The fate of the EU flag

EU flag

The Young European Federalists are launching a campaign complaining at the loss of the European flag from the Reform Treaty. You can read about their campaign here: http://www.communicate-europe.co.uk/fileadmin/files_jef-europe/JEF_Documents/Leaflet_FLAG_new.pdf

A nice idea for campaign, maybe, but I don’t think I agree with it.

Partly it’s a personal thing. Symbols of that kind don’t mean much to me anyway. I turn the sound down if there are national anthems on the TV before international football matches. I don’t feel particularly stirred by the sight of a national flag. It’s a logo. It’s a shorthand for the country but not more than that. So the loss of the flag from the treaties doesn’t trouble me.

Secondly, on a more objective basis, there were good reasons for removing the flag from the treaty.

On the one hand, including features such as the flag and the anthem in the treaty gave the impression that the EU was set on acquiring state-like features in a way that disturbed some of the voters. Cooperation in the detailed manner set out in the constitutional treaty, yes; high-flown ambitions, no. The success of the Monnet method is based on satisfying immediate needs in Europe in a manner consistent with meeting longer-term objectives but actually separate from them. Maybe the inclusion of the flag and the anthem blurred the difference between the short term and the long term in an unhelpful way.

On the other hand, there were voters for whom the inclusion of the flag and the anthem was not a provocation but a disappointment.

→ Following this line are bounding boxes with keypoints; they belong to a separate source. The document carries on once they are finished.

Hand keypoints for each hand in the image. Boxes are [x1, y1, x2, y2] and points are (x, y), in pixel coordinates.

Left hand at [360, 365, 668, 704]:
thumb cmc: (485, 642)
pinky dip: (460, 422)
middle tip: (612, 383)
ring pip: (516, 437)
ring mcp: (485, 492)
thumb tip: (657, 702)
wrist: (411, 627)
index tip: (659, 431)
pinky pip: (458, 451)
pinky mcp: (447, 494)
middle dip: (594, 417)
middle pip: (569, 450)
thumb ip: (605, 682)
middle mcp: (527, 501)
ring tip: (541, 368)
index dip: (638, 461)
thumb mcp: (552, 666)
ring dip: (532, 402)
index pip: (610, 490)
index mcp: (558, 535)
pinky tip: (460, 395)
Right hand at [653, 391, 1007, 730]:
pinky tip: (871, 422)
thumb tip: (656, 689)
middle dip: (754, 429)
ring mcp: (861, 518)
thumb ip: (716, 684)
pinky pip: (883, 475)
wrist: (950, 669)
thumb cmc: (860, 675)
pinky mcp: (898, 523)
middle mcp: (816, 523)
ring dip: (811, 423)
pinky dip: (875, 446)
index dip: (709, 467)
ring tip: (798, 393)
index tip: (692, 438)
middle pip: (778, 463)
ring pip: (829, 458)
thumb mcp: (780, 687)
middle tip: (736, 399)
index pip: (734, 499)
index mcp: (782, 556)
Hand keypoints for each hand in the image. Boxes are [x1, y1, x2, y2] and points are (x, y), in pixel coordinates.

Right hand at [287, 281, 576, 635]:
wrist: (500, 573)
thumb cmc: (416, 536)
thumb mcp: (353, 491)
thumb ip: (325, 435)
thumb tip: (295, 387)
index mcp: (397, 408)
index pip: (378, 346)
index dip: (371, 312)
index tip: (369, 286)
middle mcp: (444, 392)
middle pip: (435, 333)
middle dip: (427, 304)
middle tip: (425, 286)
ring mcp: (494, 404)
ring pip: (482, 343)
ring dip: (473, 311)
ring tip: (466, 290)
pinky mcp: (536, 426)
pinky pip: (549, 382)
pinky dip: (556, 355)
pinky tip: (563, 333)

It was not matched by all the other features of a developing European state-like system: foreign policy decision-making remains based on unanimity, for example, and there remains no European taxation system worthy of the name. Their complaint was not that the EU should not have a flag, but that it does not deserve a flag.

The final reason for doubting the merits of this campaign is that the flag itself has not disappeared. You still find it flying outside EU official buildings, treaty provision or not. A campaign demanding the return of the EU flag in that sense has nothing to achieve.

FT columnist Gideon Rachman remarked after the summit in June that this is exactly what is wrong with the EU – the treaty is changed as a sop to the voters but everything just carries on as before – but I think it shows something important about the underlying nature of the EU. The use of the flag and the other symbols does not arise from a top-down instruction from the treaty, but as a result of people seeking to be identified as European. So many European associations and organisations of all kinds have adopted the stars, or a blue and gold colour scheme, because that it is what Europe looks like. (Here is the logo of the Ryder Cup, for example: http://www.rcts.co.uk/rydercup2008/index.html.)

The treaties don’t have to tell us to be European, if that is how we really feel, and if we don’t actually feel European, there is little that the treaties can do to make us.